======== RECORD SET ========
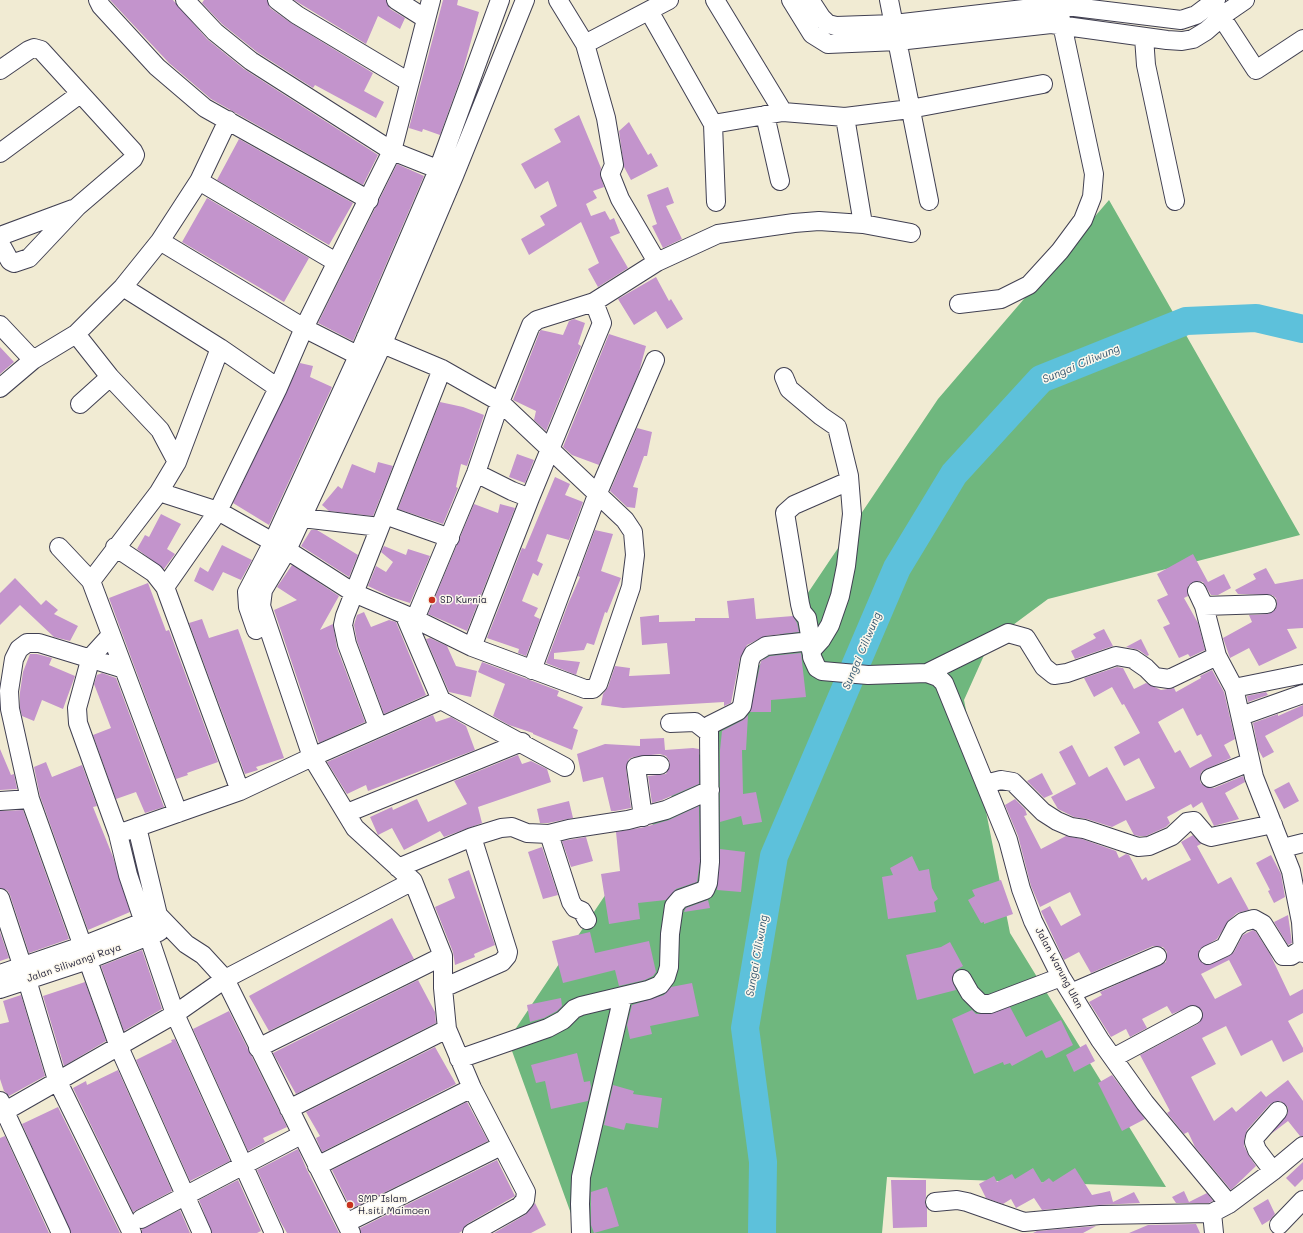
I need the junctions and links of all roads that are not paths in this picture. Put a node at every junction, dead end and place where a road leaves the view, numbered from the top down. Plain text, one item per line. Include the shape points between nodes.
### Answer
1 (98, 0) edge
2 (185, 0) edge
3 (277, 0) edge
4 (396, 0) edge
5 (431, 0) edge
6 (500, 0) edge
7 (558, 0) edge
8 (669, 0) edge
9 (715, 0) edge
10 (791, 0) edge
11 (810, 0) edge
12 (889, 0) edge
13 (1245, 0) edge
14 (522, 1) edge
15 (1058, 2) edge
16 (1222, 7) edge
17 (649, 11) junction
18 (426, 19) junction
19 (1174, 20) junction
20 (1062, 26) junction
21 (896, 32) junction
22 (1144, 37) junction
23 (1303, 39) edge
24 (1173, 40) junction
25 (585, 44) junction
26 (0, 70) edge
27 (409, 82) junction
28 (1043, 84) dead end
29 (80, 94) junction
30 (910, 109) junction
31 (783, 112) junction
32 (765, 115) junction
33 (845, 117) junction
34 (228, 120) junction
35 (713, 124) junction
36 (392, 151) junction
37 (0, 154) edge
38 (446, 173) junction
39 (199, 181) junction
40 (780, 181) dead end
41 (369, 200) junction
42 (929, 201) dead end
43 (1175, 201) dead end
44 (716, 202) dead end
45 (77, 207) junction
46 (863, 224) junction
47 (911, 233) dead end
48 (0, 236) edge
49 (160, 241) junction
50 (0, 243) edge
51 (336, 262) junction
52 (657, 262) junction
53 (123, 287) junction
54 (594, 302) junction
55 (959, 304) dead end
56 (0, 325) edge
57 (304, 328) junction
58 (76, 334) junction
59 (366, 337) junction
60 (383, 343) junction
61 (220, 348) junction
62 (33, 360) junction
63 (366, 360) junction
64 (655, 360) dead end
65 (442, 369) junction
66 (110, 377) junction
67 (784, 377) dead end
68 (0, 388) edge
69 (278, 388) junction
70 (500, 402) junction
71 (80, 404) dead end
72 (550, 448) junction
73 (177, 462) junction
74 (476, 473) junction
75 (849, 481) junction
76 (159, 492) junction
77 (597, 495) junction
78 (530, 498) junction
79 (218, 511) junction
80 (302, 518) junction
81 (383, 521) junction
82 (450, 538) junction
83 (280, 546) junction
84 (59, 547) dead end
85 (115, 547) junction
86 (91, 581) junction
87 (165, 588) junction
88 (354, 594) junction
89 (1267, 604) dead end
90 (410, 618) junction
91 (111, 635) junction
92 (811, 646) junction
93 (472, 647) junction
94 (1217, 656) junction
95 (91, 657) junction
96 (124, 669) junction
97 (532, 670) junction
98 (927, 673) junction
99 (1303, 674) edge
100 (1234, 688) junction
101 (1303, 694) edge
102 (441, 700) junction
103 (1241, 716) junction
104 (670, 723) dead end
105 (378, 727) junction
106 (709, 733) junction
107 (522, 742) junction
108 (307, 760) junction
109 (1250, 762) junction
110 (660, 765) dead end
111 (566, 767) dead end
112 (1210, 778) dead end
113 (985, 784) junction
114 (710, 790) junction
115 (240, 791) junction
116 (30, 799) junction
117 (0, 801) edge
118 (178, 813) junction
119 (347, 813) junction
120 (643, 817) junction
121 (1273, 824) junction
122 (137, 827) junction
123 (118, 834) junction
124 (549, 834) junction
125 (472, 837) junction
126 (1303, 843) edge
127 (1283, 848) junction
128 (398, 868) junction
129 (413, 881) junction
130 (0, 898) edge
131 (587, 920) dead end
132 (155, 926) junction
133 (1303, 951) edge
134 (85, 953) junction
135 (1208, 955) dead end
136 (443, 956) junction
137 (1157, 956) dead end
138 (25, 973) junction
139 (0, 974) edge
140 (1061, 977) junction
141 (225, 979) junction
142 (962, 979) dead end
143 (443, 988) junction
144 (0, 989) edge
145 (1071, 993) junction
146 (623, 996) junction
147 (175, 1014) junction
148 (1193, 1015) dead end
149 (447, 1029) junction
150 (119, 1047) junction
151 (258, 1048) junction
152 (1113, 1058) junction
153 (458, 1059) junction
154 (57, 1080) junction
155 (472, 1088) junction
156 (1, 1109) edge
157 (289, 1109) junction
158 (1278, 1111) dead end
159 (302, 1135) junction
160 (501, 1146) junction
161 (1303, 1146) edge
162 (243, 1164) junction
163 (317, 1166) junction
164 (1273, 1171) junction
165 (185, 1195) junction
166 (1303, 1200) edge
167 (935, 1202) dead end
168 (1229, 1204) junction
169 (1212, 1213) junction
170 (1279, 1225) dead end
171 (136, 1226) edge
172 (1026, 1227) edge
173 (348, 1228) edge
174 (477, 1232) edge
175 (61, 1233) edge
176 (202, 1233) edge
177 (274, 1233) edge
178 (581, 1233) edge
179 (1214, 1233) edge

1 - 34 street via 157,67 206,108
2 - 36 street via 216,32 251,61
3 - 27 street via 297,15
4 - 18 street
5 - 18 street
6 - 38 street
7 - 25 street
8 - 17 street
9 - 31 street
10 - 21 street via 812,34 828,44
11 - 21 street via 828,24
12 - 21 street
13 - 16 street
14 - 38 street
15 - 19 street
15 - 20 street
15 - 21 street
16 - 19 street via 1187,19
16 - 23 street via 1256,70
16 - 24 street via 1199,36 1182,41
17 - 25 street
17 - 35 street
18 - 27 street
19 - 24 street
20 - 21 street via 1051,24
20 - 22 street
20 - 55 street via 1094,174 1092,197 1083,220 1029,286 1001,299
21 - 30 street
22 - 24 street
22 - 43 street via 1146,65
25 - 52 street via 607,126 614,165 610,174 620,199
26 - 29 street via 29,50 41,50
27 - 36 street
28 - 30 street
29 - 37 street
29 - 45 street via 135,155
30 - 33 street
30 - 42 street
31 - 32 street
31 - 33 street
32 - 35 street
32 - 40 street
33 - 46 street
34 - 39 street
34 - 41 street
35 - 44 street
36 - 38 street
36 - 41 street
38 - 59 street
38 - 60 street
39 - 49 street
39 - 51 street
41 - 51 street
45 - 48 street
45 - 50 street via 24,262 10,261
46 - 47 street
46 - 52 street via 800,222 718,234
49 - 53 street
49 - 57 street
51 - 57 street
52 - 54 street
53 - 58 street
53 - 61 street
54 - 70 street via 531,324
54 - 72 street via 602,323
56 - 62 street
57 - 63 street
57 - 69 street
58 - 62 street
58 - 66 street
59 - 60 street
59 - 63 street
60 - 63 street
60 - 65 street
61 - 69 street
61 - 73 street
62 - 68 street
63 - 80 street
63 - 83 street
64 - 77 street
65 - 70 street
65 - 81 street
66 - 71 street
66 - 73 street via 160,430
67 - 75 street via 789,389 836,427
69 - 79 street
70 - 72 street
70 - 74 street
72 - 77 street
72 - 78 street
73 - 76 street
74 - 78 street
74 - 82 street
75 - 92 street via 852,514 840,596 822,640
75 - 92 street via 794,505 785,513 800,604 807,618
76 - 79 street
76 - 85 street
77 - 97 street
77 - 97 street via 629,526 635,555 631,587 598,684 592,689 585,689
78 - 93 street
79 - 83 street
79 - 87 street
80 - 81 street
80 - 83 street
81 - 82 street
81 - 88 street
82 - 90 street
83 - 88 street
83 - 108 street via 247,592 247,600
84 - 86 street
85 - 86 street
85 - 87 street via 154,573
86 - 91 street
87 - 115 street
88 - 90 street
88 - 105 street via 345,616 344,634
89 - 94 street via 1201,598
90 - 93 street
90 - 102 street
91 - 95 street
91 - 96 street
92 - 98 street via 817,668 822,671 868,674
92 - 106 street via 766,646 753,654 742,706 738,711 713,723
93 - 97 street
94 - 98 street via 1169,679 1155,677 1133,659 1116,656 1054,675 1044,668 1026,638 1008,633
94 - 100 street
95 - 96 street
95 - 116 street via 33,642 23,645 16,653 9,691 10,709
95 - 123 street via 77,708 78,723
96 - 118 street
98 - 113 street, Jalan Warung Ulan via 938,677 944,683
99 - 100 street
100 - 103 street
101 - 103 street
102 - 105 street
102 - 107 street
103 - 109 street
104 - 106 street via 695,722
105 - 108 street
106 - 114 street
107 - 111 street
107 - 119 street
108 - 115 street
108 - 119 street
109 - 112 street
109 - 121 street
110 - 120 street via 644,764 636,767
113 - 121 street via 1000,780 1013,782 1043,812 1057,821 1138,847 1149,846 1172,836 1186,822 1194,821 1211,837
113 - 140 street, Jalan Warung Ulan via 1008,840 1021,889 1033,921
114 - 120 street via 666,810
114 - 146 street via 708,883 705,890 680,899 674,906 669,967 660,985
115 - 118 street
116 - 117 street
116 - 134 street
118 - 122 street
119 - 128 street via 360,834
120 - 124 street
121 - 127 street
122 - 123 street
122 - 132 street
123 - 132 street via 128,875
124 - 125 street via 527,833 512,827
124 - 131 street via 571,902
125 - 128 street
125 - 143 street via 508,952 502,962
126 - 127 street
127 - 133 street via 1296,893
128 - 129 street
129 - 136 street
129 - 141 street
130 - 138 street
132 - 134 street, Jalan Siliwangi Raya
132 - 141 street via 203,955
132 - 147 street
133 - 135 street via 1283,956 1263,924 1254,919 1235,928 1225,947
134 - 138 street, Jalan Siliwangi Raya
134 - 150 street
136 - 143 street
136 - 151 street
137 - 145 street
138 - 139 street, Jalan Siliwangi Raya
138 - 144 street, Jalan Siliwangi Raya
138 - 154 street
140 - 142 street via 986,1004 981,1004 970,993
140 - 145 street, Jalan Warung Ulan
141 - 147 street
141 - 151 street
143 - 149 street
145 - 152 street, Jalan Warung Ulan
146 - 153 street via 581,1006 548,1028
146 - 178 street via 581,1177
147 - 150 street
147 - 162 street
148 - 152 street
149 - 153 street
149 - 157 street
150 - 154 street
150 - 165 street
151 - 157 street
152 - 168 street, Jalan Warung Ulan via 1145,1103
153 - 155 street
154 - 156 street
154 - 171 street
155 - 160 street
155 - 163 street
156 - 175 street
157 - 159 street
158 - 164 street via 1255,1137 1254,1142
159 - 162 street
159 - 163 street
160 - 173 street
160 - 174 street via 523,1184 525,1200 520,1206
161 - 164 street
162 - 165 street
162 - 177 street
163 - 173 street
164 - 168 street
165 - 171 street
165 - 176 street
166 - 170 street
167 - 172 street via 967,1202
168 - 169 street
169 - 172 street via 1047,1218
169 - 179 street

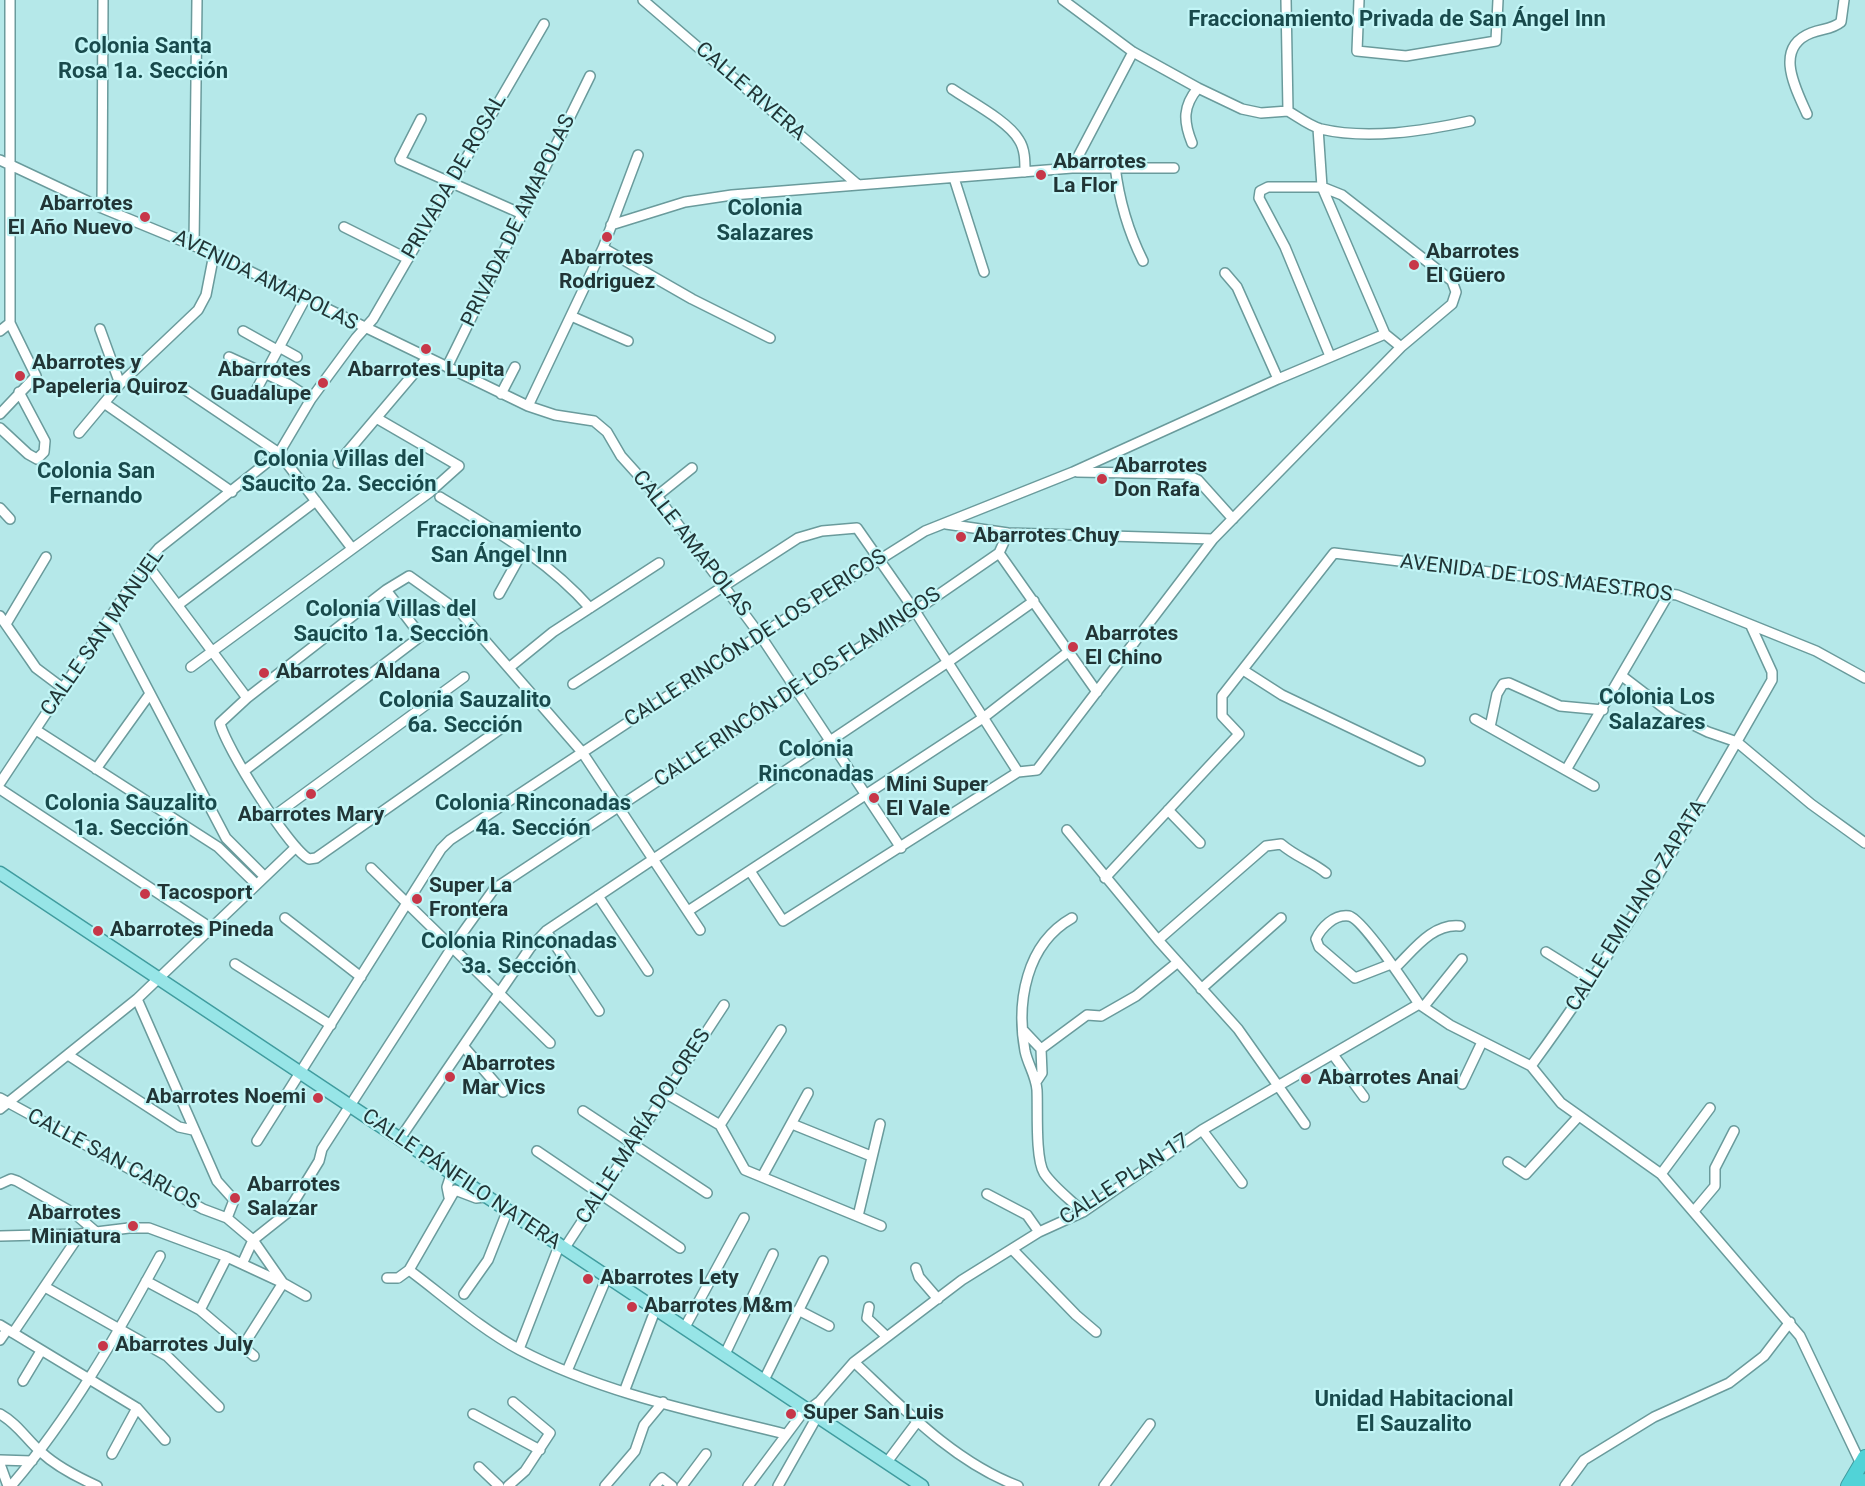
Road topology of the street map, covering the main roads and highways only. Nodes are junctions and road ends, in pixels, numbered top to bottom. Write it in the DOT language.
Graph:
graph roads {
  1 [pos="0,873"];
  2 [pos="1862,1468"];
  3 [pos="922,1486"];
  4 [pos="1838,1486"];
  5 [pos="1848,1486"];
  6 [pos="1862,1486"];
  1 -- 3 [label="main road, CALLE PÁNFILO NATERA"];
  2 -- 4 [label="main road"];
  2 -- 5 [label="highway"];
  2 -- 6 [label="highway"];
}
========
WHAT IS REQUIRED => The answer must be the line containing "Road topology of" and every line after it through the last line of the records above, repeated exactly.

WRITTEN SOLUTION =>
Road topology of the street map, covering the main roads and highways only. Nodes are junctions and road ends, in pixels, numbered top to bottom. Write it in the DOT language.
Graph:
graph roads {
  1 [pos="0,873"];
  2 [pos="1862,1468"];
  3 [pos="922,1486"];
  4 [pos="1838,1486"];
  5 [pos="1848,1486"];
  6 [pos="1862,1486"];
  1 -- 3 [label="main road, CALLE PÁNFILO NATERA"];
  2 -- 4 [label="main road"];
  2 -- 5 [label="highway"];
  2 -- 6 [label="highway"];
}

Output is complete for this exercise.